* [YOUR OBJECTIVE]:
A verbatim transcript of the data below is required, images omitted.

(Stored items)
◆ ◆ ◆ ◆ ◆
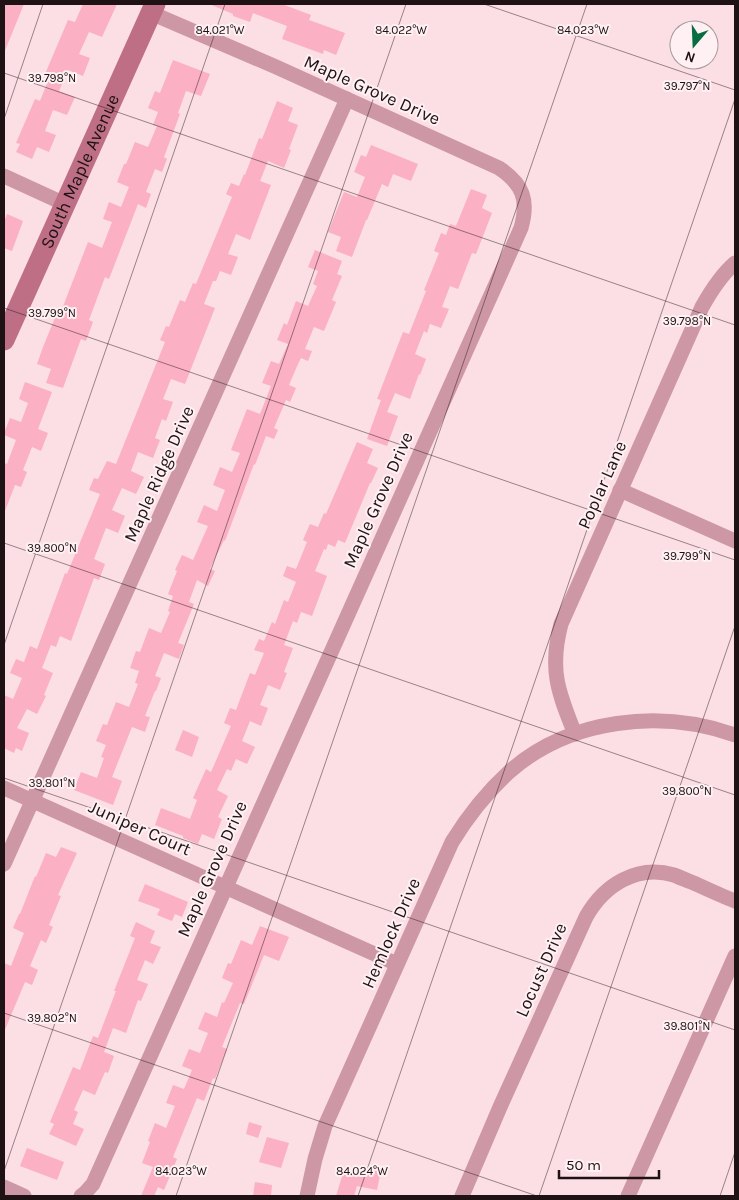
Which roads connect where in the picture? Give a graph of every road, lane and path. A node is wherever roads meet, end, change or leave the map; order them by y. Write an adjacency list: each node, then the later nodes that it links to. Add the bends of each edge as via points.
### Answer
1 (153, 8): 2 (street, Maple Grove Drive); 4 (main road, South Maple Avenue)
2 (347, 99): 12 (street, Maple Ridge Drive); 14 (street, Maple Grove Drive, via 499,168 521,190 524,216)
3 (4, 176): 4 (street)
4 (65, 204): 6 (main road, South Maple Avenue)
5 (735, 263): 7 (street, Poplar Lane, via 709,293)
6 (4, 340)
7 (620, 490): 8 (street); 9 (street, Poplar Lane, via 557,639 557,685)
8 (735, 541)
9 (575, 734): 10 (street, Hemlock Drive, via 602,726 651,720 702,725); 17 (street, Hemlock Drive, via 534,754 511,771 473,810 452,842)
10 (735, 735)
11 (4, 788): 12 (street, Juniper Court)
12 (32, 800): 13 (street, Maple Ridge Drive); 14 (street, Juniper Court)
13 (4, 864)
14 (225, 887): 17 (street, Juniper Court); 20 (street, Maple Grove Drive, via 93,1184)
15 (735, 901): 22 (street, Locust Drive, via 662,873 627,878 599,897 586,917)
16 (735, 956): 23 (street)
17 (397, 964): 21 (street, Hemlock Drive, via 325,1126)
18 (4, 1187): 19 (street)
19 (24, 1196)
20 (81, 1196)
21 (306, 1196)
22 (462, 1196)
23 (628, 1196)

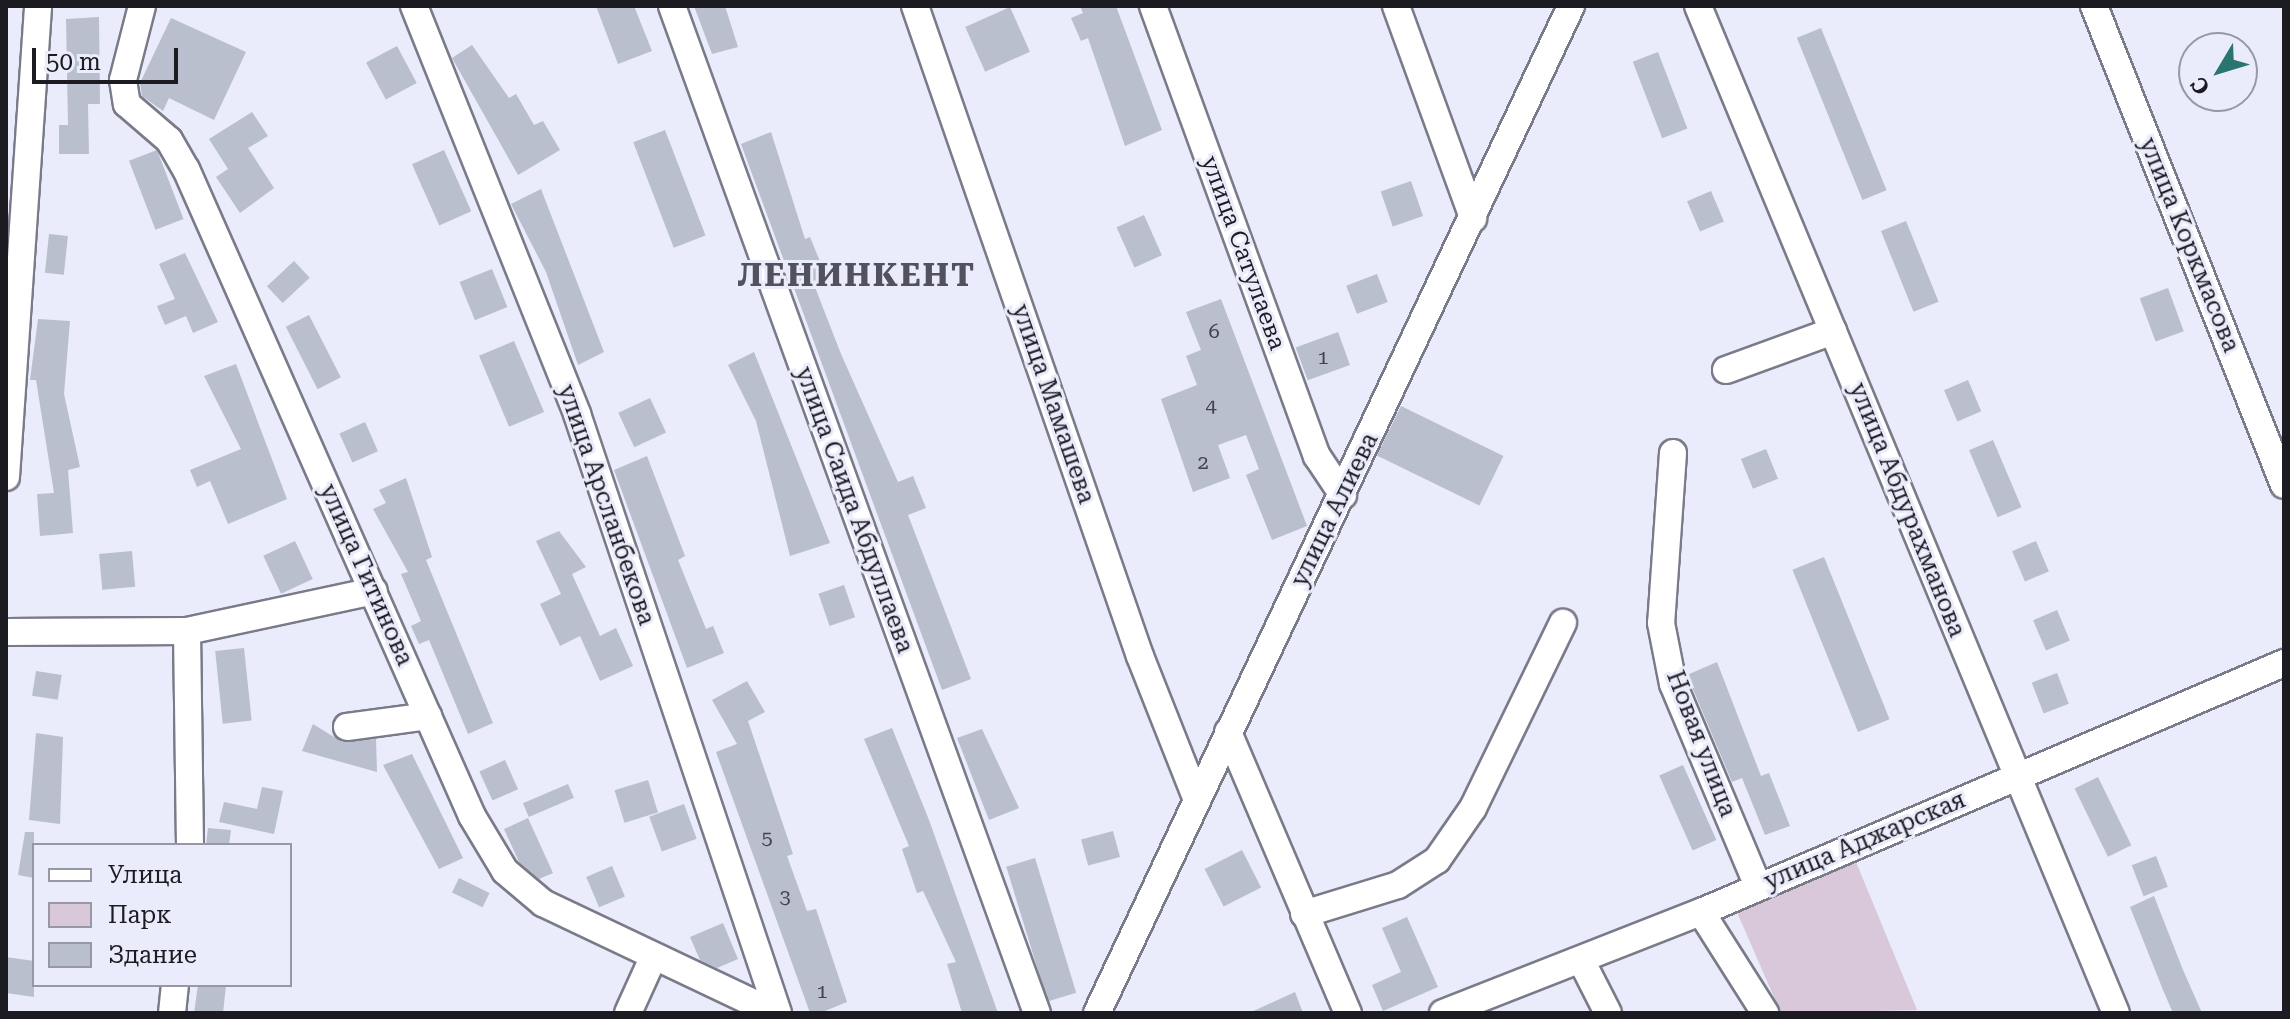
◆ ◆ ◆ ◆ ◆
* [SOLUTION FOR THIS EXERCISE]:
Which roads connect where in the picture? Give a graph of every road, lane and path. A node is wherever roads meet, end, change or leave the map; order them by y. Write an adjacency list: each node, then the later nodes that it links to. Add the bends of each edge as via points.
### Answer
1 (153, 8): 2 (street, Maple Grove Drive); 4 (main road, South Maple Avenue)
2 (347, 99): 12 (street, Maple Ridge Drive); 14 (street, Maple Grove Drive, via 499,168 521,190 524,216)
3 (4, 176): 4 (street)
4 (65, 204): 6 (main road, South Maple Avenue)
5 (735, 263): 7 (street, Poplar Lane, via 709,293)
6 (4, 340)
7 (620, 490): 8 (street); 9 (street, Poplar Lane, via 557,639 557,685)
8 (735, 541)
9 (575, 734): 10 (street, Hemlock Drive, via 602,726 651,720 702,725); 17 (street, Hemlock Drive, via 534,754 511,771 473,810 452,842)
10 (735, 735)
11 (4, 788): 12 (street, Juniper Court)
12 (32, 800): 13 (street, Maple Ridge Drive); 14 (street, Juniper Court)
13 (4, 864)
14 (225, 887): 17 (street, Juniper Court); 20 (street, Maple Grove Drive, via 93,1184)
15 (735, 901): 22 (street, Locust Drive, via 662,873 627,878 599,897 586,917)
16 (735, 956): 23 (street)
17 (397, 964): 21 (street, Hemlock Drive, via 325,1126)
18 (4, 1187): 19 (street)
19 (24, 1196)
20 (81, 1196)
21 (306, 1196)
22 (462, 1196)
23 (628, 1196)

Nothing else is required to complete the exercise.